Any suggestions you might have are greatly appreciated.


----------



## jfischer (Oct 14, 1999)

Sounds like a ground loop to me 

Probably wouldn't be a problem with DVI/HDMI, but on an analog connection it could be.


----------



## hdtvlover (Jul 15, 2006)

It is a ground loop, get a ground loop isolator from HDTV Supply


----------



## nclou (Dec 4, 2003)

I'll give it a try. Thanks!


----------



## nclou (Dec 4, 2003)

Ok, the only ground loop isolator at HDTV Supply has audio connections and is for eliminating hum in the audio, which I don't have. It's also $50. Is this really what I need? I don't have any audio inputs going in to my TV I don't think, but I could be wrong. Where would this be placed?

Is there another kind of ground loop isolator for the Tivo, and where in the line does it go?

Thanks.


----------



## A J Ricaud (Jun 25, 2002)

nclou said:


> I have the following set up:
> 
> HR10-250
> DVD Player
> ...


I would try switching the HD Tivo with the DVD player and see if the problem persists. If it follows the HD Tivo that's where the problem is--and it needs
to be replaced.

If the problem now goes with the DVD player then it is a bad cable on that component input or the TV's input itself. Switch component cables. If it follows the cable, then the cable is bad. If not it's the TV's input.


----------



## TyroneShoes (Sep 6, 2004)

It sounds to me more like interference than a GL issue. Usually a GL allows the ground to lift slightly above 0 volts at some point which results in video "hum", which is characteristically seen as one horizontal bar rolling slowly up the screen. This is due to the 60 Hz current (or 120 Hz from a failing power supply, which will display two bars) interfering with the 59.94 Hz frame rate, and the result is this slowly moving characteristic beat pattern. Lifting the ground could fix this, but in your case, lifting the ground on interconnecting cables would likely not improve things.
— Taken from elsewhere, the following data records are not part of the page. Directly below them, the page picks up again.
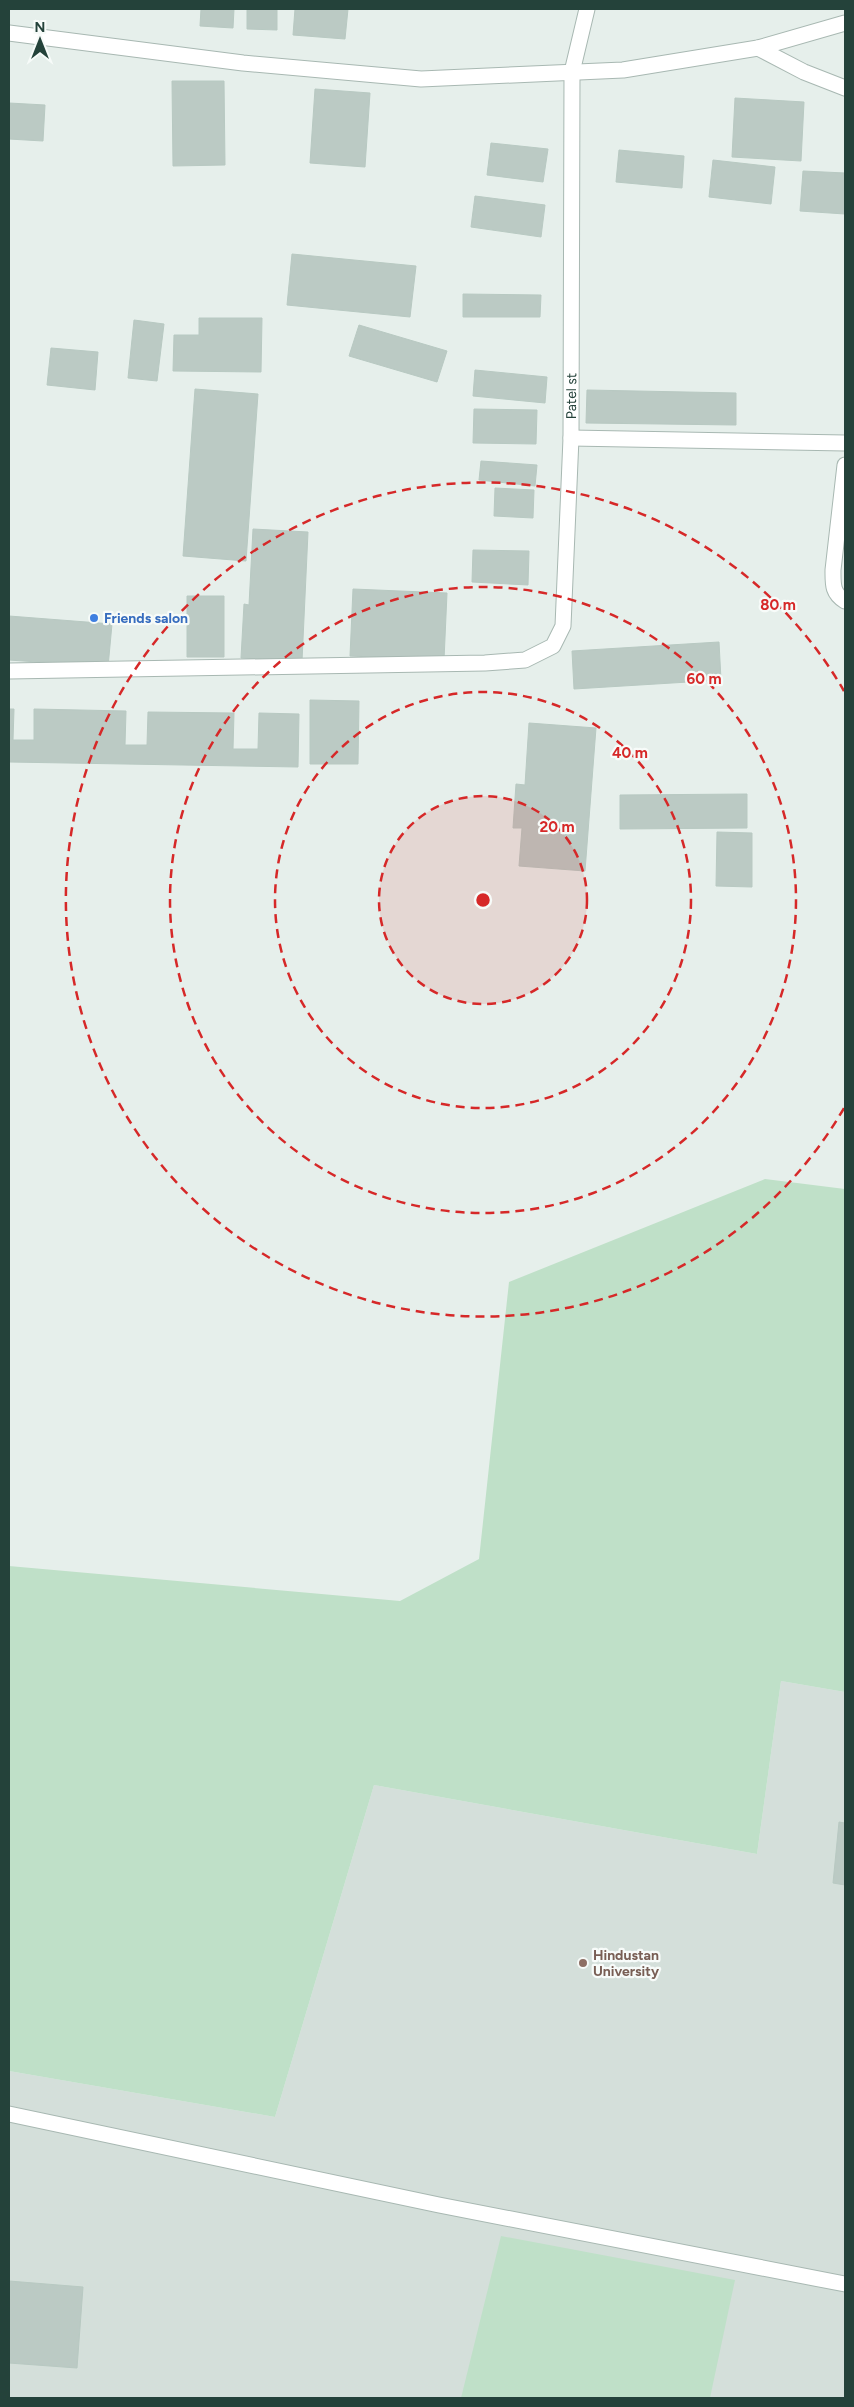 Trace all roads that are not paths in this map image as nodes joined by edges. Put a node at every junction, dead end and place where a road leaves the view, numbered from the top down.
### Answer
1 (587, 9) edge
2 (845, 23) edge
3 (9, 33) edge
4 (758, 48) junction
5 (572, 72) junction
6 (845, 88) edge
7 (571, 438) junction
8 (845, 443) edge
9 (845, 465) edge
10 (845, 601) edge
11 (9, 671) edge
12 (9, 2114) edge
13 (845, 2284) edge

1 - 5 street, Patel st
2 - 4 street
3 - 5 street
4 - 5 street
4 - 6 street
5 - 7 street, Patel st
7 - 8 street
7 - 11 street, Patel st
9 - 10 street
12 - 13 street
What you are describing is a beat pattern from another source, at another frequency. A poorly shielded cable can cause this, so I would first replace the cables one by one. Also, you could have interchassis interference, where two components stacked closely together can have an issue where one component radiates directly into the other. Try physically separating various components.


----------